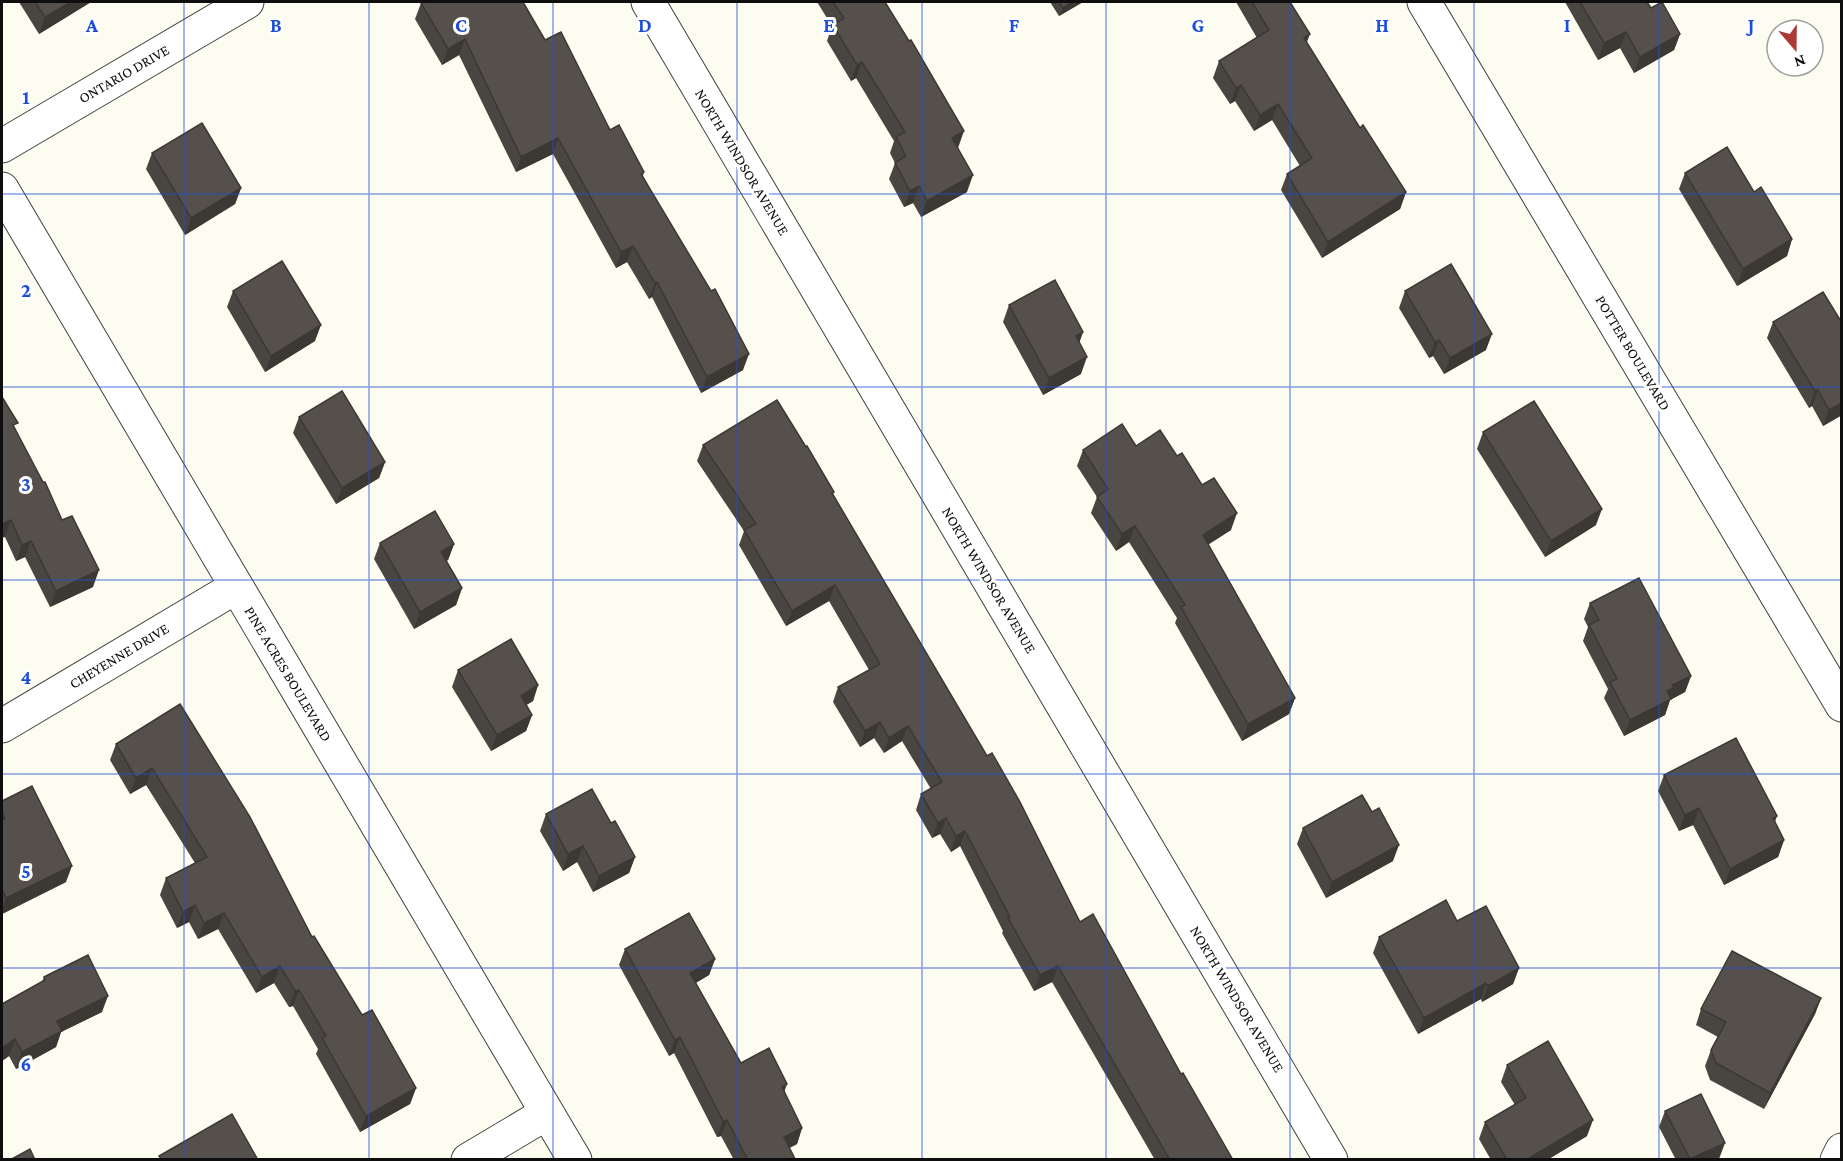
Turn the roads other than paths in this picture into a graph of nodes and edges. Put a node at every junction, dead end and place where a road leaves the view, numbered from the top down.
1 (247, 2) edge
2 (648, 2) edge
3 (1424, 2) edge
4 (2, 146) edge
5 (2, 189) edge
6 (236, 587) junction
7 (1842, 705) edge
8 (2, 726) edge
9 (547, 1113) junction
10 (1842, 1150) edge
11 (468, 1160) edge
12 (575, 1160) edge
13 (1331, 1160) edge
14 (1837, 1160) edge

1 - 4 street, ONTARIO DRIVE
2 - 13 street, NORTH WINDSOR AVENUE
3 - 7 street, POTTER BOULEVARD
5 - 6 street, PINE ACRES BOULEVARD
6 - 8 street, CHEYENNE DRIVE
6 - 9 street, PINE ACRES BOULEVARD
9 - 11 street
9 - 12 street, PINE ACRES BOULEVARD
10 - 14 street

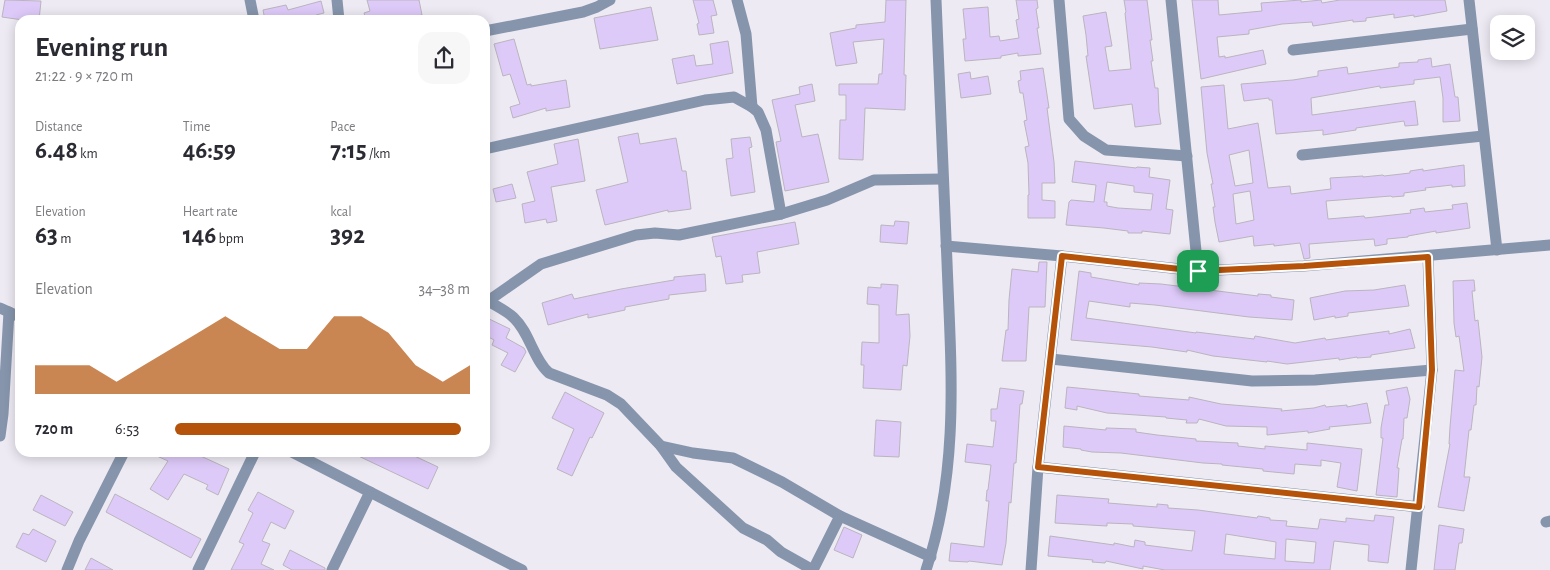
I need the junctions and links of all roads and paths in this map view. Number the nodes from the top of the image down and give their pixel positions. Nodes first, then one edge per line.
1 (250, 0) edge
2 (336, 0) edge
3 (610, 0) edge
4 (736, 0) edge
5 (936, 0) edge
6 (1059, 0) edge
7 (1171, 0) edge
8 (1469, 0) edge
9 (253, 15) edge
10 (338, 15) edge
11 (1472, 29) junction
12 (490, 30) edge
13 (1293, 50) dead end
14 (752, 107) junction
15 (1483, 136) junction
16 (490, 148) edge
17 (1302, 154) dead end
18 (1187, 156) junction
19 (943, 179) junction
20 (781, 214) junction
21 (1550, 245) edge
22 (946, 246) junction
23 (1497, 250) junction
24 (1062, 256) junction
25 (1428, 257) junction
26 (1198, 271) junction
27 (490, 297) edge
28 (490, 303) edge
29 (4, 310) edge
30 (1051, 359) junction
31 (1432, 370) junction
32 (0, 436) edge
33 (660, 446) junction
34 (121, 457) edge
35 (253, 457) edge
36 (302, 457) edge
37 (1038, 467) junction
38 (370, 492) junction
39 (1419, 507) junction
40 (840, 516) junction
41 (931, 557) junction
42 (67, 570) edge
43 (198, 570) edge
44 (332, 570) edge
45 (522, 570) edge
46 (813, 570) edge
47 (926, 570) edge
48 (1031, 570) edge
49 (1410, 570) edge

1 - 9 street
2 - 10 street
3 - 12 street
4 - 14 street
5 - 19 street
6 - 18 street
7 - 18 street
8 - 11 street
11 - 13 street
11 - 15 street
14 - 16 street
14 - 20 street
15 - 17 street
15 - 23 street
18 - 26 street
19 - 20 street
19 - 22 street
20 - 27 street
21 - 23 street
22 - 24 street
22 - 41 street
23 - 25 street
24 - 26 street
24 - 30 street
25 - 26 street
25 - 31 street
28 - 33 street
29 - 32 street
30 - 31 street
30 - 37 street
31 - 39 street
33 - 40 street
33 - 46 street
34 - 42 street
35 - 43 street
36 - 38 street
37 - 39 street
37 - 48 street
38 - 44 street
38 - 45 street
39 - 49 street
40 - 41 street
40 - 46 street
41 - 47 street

------------------------------------------------------------------------

## Task item
Tally the lines in the listing that contain the string "BOULEVARD", then report that tally alone.

## Response for this exercise
4